La vera sfida di una politica ambientale avanzata non è quella di chiudere o delocalizzare le produzioni difficili, ma di renderle ambientalmente sostenibili, in uno scenario di crescita economica a livello di famiglie e d’imprese. Occorrono quindi misure non solo per le piccole e medie imprese, ma anche per la grande industria manifatturiera.

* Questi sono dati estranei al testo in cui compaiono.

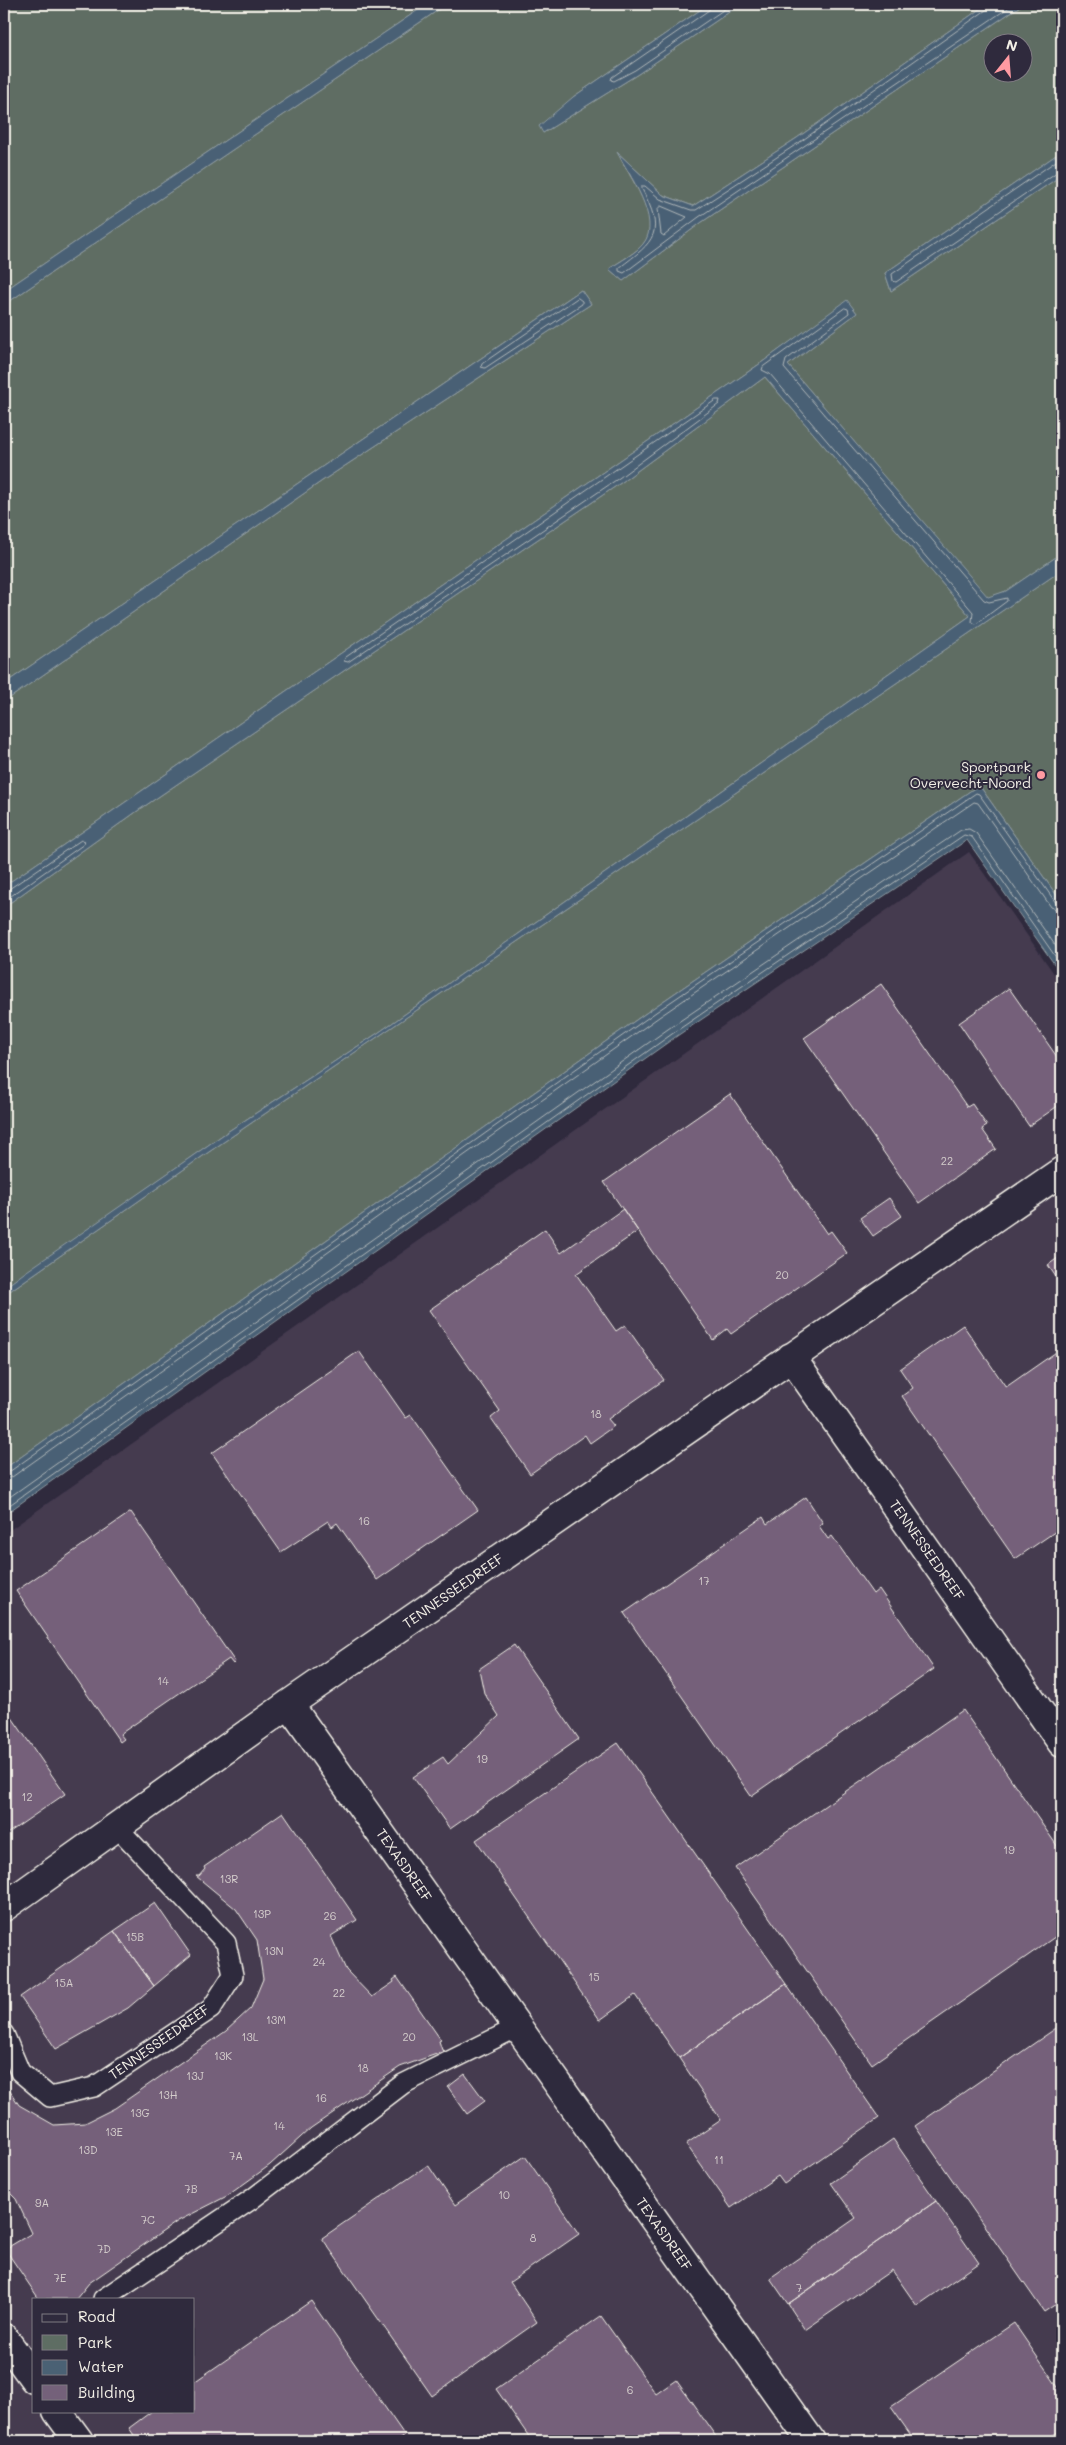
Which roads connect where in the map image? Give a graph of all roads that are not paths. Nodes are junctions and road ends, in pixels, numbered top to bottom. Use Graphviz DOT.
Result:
graph roads {
  1 [pos="1062,1171"];
  2 [pos="791,1358"];
  3 [pos="290,1704"];
  4 [pos="1062,1744"];
  5 [pos="116,1826"];
  6 [pos="4,1907"];
  7 [pos="518,2027"];
  8 [pos="4,2034"];
  9 [pos="104,2298"];
  10 [pos="4,2338"];
  11 [pos="32,2374"];
  12 [pos="58,2412"];
  13 [pos="80,2441"];
  14 [pos="811,2441"];
  1 -- 2 [label="street, TENNESSEEDREEF"];
  2 -- 3 [label="street, TENNESSEEDREEF"];
  2 -- 4 [label="street, TENNESSEEDREEF"];
  3 -- 5 [label="street, TENNESSEEDREEF"];
  3 -- 7 [label="street, TEXASDREEF"];
  5 -- 6 [label="street, TENNESSEEDREEF"];
  5 -- 8 [label="lane, TENNESSEEDREEF"];
  7 -- 9 [label="lane"];
  7 -- 14 [label="street, TEXASDREEF"];
  10 -- 11 [label="street"];
  12 -- 13 [label="street"];
}
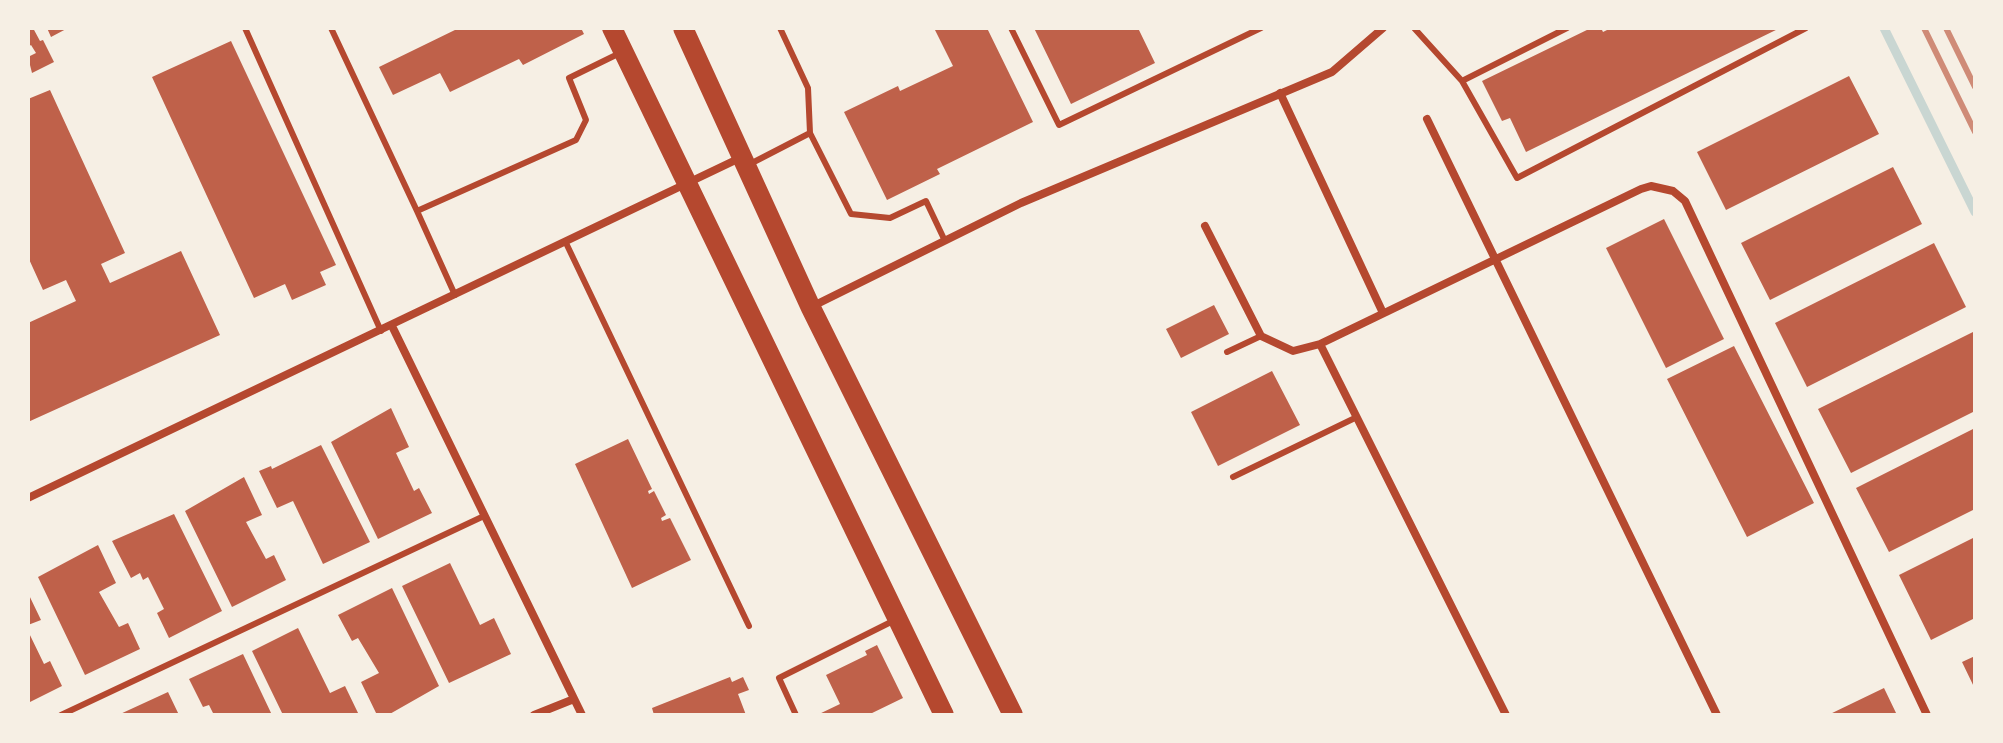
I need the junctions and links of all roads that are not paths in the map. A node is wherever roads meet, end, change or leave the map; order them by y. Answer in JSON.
{"nodes":[{"id":1,"x":245,"y":28,"type":"edge"},
{"id":2,"x":331,"y":28,"type":"edge"},
{"id":3,"x":612,"y":28,"type":"edge"},
{"id":4,"x":683,"y":28,"type":"edge"},
{"id":5,"x":780,"y":28,"type":"edge"},
{"id":6,"x":1011,"y":28,"type":"edge"},
{"id":7,"x":1261,"y":28,"type":"edge"},
{"id":8,"x":1383,"y":28,"type":"edge"},
{"id":9,"x":1414,"y":28,"type":"edge"},
{"id":10,"x":1567,"y":28,"type":"edge"},
{"id":11,"x":1806,"y":28,"type":"edge"},
{"id":12,"x":624,"y":52,"type":"junction"},
{"id":13,"x":1462,"y":81,"type":"junction"},
{"id":14,"x":1280,"y":93,"type":"junction"},
{"id":15,"x":1427,"y":119,"type":"dead end"},
{"id":16,"x":810,"y":133,"type":"junction"},
{"id":17,"x":745,"y":161,"type":"junction"},
{"id":18,"x":686,"y":186,"type":"junction"},
{"id":19,"x":417,"y":211,"type":"junction"},
{"id":20,"x":1205,"y":226,"type":"dead end"},
{"id":21,"x":945,"y":241,"type":"junction"},
{"id":22,"x":566,"y":243,"type":"junction"},
{"id":23,"x":1493,"y":260,"type":"junction"},
{"id":24,"x":455,"y":295,"type":"junction"},
{"id":25,"x":811,"y":308,"type":"junction"},
{"id":26,"x":1383,"y":313,"type":"junction"},
{"id":27,"x":392,"y":326,"type":"junction"},
{"id":28,"x":381,"y":331,"type":"junction"},
{"id":29,"x":1261,"y":336,"type":"junction"},
{"id":30,"x":1320,"y":344,"type":"junction"},
{"id":31,"x":1227,"y":352,"type":"dead end"},
{"id":32,"x":1357,"y":417,"type":"junction"},
{"id":33,"x":1233,"y":477,"type":"dead end"},
{"id":34,"x":28,"y":498,"type":"edge"},
{"id":35,"x":484,"y":516,"type":"junction"},
{"id":36,"x":898,"y":619,"type":"junction"},
{"id":37,"x":749,"y":626,"type":"dead end"},
{"id":38,"x":574,"y":699,"type":"junction"},
{"id":39,"x":61,"y":715,"type":"edge"},
{"id":40,"x":534,"y":715,"type":"edge"},
{"id":41,"x":582,"y":715,"type":"edge"},
{"id":42,"x":796,"y":715,"type":"edge"},
{"id":43,"x":944,"y":715,"type":"edge"},
{"id":44,"x":1013,"y":715,"type":"edge"},
{"id":45,"x":1506,"y":715,"type":"edge"},
{"id":46,"x":1717,"y":715,"type":"edge"},
{"id":47,"x":1927,"y":715,"type":"edge"}],
"edges":[{"from":1,"to":28,"type":"lane"},
{"from":2,"to":19,"type":"lane"},
{"from":3,"to":12,"type":"main road"},
{"from":4,"to":17,"type":"main road"},
{"from":5,"to":16,"type":"lane"},
{"from":6,"to":7,"type":"lane"},
{"from":8,"to":14,"type":"street"},
{"from":9,"to":13,"type":"lane"},
{"from":10,"to":13,"type":"lane"},
{"from":11,"to":13,"type":"lane"},
{"from":12,"to":18,"type":"main road"},
{"from":12,"to":19,"type":"lane"},
{"from":14,"to":21,"type":"street"},
{"from":14,"to":26,"type":"street"},
{"from":15,"to":23,"type":"street"},
{"from":16,"to":17,"type":"lane"},
{"from":16,"to":21,"type":"lane"},
{"from":17,"to":18,"type":"street"},
{"from":17,"to":25,"type":"main road"},
{"from":18,"to":22,"type":"street"},
{"from":18,"to":36,"type":"main road"},
{"from":19,"to":24,"type":"lane"},
{"from":20,"to":29,"type":"street"},
{"from":21,"to":25,"type":"street"},
{"from":22,"to":24,"type":"street"},
{"from":22,"to":37,"type":"lane"},
{"from":23,"to":26,"type":"street"},
{"from":23,"to":46,"type":"street"},
{"from":23,"to":47,"type":"street"},
{"from":24,"to":27,"type":"street"},
{"from":25,"to":44,"type":"main road"},
{"from":26,"to":30,"type":"street"},
{"from":27,"to":28,"type":"street"},
{"from":27,"to":35,"type":"street"},
{"from":28,"to":34,"type":"street"},
{"from":29,"to":30,"type":"street"},
{"from":29,"to":31,"type":"lane"},
{"from":30,"to":32,"type":"street"},
{"from":32,"to":33,"type":"lane"},
{"from":32,"to":45,"type":"street"},
{"from":35,"to":38,"type":"street"},
{"from":35,"to":39,"type":"lane"},
{"from":36,"to":42,"type":"lane"},
{"from":36,"to":43,"type":"main road"},
{"from":38,"to":40,"type":"street"},
{"from":38,"to":41,"type":"street"}]}
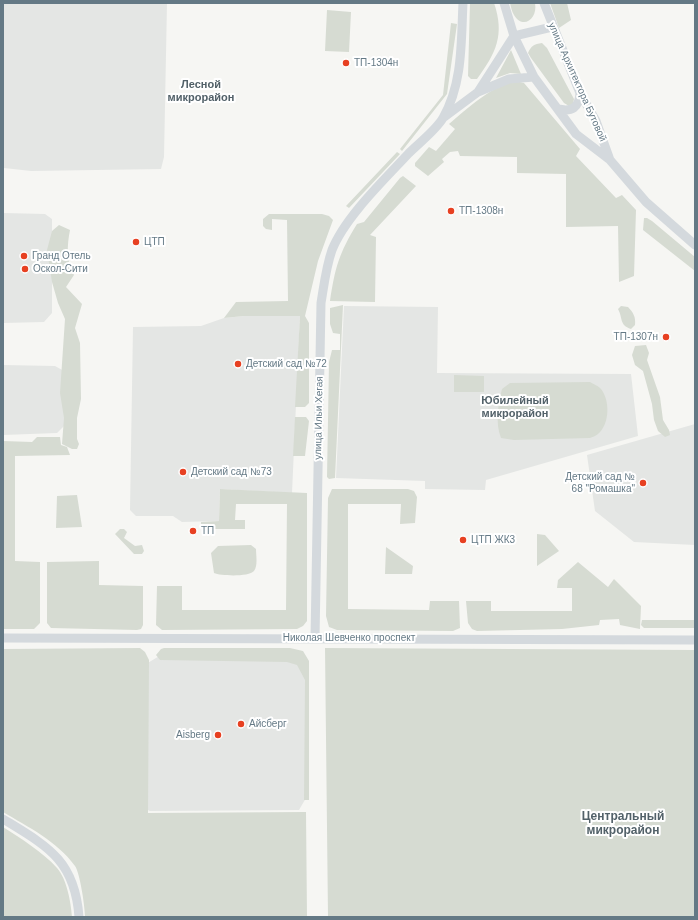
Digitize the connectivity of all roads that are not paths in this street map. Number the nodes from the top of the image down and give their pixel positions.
1 (463, 3) edge
2 (504, 3) edge
3 (544, 3) edge
4 (552, 27) junction
5 (514, 36) junction
6 (534, 77) junction
7 (478, 92) junction
8 (580, 92) junction
9 (558, 109) junction
10 (442, 119) junction
11 (610, 160) junction
12 (695, 245) edge
13 (3, 638) edge
14 (315, 638) junction
15 (695, 640) edge
16 (3, 819) edge
17 (79, 917) edge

L’efficienza energetica deve diventare lo strumento fondamentale e prioritario per la riduzione dei gas serra, in modo che la riduzione dei consumi di energia non sia espressione di crisi e d’impoverimento, ma di aumento di competitività.
In questo senso, la proposta degli Amici della Terra implica una completa revisione delle politiche di sostegno al raggiungimento degli obiettivi energetico-ambientali:
- cessazione immediata degli incentivi per i grandi impianti eolici e per quelli di sola produzione di elettricità a fini commerciali;
- tassazione delle extra rendite di cui stanno beneficiando molti impianti di produzione di rinnovabili elettriche realizzati nell’ultimo decennio;
- destinazione di tale gettito al rafforzamento degli strumenti d’incentivazione per la promozione dell’efficienza energetica.

Gli Amici della Terra propongono l’adozione di un nuovo indicatore, l’intensità energetica, che possa esprimere il miglioramento dell’efficienza energetica distinguendolo dagli effetti della crisi.
Il nuovo obiettivo 2020 per l’Italia, da inserire nel nuovo Piano di Azione per l’Efficienza Energetica dell’Italia (PAEE 2014), dovrà essere quello di ridurre l’intensità energetica del 10% rispetto al 2010 e del 20% nel 2030, collegato a macro obiettivi settoriali (e specifici indicatori settoriali) di miglioramento dell’efficienza energetica nei principali settori di consumo finale dell’energia: industriale, terziario, agricoltura, trasporti e residenziale.

Gli Amici della Terra formulano anche proposte specifiche:
- nel settore residenziale, si punti sulla riqualificazione energetica degli edifici costruiti prima del 1991, che i Comuni emanino regolamenti edilizi che favoriscano interventi di questo tipo, che si rendano permanenti le detrazioni fiscali del 55% per il risparmio energetico, almeno fino al 2030, ripartendo la detrazione in un numero di rate annuali più basso degli attuali dieci anni;
- nel settore dei trasporti, si punti sulla ricerca e l’innovazione tecnologica, si incentivi il passaggio dalla strada alla ferrovia e alla navigazione, si investa nel trasporto collettivo urbano ed extraurbano, oggi quasi completamente abbandonato;
- nel settore industriale, utilizzare regimi d’incentivazione che rispondano ai criteri degli aiuti di Stato per la tutela ambientale, secondo quanto previsto dalle norme europee, dando priorità agli interventi che assicurino requisiti energetico-ambientali superiori a quelli obbligatori per legge, vincolando, inoltre, lo sconto alle aziende “energivore” a investimenti di efficienza energetica;
- a livello tariffario, superare la struttura progressiva della tariffa elettrica che penalizza fortemente l’uso efficiente del vettore elettrico e, nel caso delle pompe di calore, l’utilizzo stesso di fonti rinnovabili come il caldo e il freddo contenuti nell’aria, nell’acqua e nel suolo;
- consolidamento del meccanismo dei certificati bianchi che, in base a quanto previsto dall’articolo 7 dello schema di Decreto di recepimento della Direttiva europea, dovranno contribuire a conseguire il 60% dell’obiettivo nazionale di risparmio energetico;
- mantenimento del ruolo e delle risorse per sostenere lo sviluppo del teleriscaldamento tramite il Fondo di Garanzia.

Infine, gli Amici della Terra chiedono che venga attivata tempestivamente una fase di consultazione sui contenuti del nuovo Piano nazionale di Azione per l’Efficienza Energetica (PAEE) affinché siano pienamente condivise le misure per un rilancio della competitività dell’industria basato su un nuovo ciclo di investimenti nel miglioramento dell’efficienza energetica e nella qualità ambientale.